• _What you need to do_: Locate each line of the material that contains "Avenue", then return it.
====== Data for the task
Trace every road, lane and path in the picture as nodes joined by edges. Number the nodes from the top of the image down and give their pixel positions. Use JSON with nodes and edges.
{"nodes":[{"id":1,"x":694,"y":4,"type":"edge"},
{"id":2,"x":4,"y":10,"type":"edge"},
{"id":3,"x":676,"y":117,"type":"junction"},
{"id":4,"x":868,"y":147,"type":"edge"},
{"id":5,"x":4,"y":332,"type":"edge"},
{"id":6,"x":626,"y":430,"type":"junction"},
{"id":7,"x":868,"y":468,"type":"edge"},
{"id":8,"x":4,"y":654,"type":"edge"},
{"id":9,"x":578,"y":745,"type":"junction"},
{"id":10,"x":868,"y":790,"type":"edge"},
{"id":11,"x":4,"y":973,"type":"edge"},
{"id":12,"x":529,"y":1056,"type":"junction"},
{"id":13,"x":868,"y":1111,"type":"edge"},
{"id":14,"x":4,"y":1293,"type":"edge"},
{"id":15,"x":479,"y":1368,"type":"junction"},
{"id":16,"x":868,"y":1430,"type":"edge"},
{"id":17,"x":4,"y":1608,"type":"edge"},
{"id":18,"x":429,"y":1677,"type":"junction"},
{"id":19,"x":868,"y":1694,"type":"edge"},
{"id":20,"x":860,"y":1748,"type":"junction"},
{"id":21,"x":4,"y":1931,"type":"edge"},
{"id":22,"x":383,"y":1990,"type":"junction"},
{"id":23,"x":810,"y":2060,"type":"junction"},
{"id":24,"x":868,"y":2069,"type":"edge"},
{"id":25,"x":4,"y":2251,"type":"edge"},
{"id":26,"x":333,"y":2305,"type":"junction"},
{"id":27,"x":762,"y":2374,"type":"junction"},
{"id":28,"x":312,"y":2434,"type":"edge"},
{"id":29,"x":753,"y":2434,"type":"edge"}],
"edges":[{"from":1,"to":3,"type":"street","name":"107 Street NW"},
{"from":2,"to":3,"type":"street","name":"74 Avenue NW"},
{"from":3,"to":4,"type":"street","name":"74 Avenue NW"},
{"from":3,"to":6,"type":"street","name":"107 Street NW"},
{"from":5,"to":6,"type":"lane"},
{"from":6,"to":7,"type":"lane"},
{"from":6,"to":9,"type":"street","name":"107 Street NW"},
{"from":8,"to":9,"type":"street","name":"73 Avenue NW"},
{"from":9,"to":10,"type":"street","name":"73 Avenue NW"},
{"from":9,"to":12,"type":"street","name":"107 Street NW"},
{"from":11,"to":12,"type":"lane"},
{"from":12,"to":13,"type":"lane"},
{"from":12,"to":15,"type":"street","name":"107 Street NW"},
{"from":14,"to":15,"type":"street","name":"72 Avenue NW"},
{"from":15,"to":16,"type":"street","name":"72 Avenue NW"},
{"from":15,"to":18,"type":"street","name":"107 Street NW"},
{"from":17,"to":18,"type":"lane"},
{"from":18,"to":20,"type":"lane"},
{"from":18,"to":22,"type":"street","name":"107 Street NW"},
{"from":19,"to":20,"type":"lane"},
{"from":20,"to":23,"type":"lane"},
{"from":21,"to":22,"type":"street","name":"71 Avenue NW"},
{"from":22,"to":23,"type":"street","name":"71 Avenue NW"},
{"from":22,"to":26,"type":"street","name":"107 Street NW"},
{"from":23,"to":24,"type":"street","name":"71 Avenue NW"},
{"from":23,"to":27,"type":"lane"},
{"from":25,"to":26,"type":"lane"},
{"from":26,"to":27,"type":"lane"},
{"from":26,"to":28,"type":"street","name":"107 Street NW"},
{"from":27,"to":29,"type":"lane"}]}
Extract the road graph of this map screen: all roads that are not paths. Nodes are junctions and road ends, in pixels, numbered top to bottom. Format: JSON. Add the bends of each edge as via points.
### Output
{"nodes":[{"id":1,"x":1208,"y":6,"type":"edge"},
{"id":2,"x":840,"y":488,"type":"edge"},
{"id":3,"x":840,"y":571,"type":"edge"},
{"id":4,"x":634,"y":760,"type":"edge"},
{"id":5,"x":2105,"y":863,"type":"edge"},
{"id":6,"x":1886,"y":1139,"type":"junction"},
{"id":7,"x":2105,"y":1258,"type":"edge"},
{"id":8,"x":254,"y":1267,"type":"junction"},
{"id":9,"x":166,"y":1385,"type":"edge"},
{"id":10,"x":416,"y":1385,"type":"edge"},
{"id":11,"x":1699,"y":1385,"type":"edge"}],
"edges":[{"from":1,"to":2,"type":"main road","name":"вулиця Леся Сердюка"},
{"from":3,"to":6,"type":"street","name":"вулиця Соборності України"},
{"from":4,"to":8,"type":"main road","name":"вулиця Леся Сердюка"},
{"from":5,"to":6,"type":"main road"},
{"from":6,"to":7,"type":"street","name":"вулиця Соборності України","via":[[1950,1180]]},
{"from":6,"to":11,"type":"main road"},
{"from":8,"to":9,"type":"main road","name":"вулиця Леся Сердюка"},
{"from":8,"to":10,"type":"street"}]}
============
• _Written response_:
{"from":2,"to":3,"type":"street","name":"74 Avenue NW"},
{"from":3,"to":4,"type":"street","name":"74 Avenue NW"},
{"from":8,"to":9,"type":"street","name":"73 Avenue NW"},
{"from":9,"to":10,"type":"street","name":"73 Avenue NW"},
{"from":14,"to":15,"type":"street","name":"72 Avenue NW"},
{"from":15,"to":16,"type":"street","name":"72 Avenue NW"},
{"from":21,"to":22,"type":"street","name":"71 Avenue NW"},
{"from":22,"to":23,"type":"street","name":"71 Avenue NW"},
{"from":23,"to":24,"type":"street","name":"71 Avenue NW"},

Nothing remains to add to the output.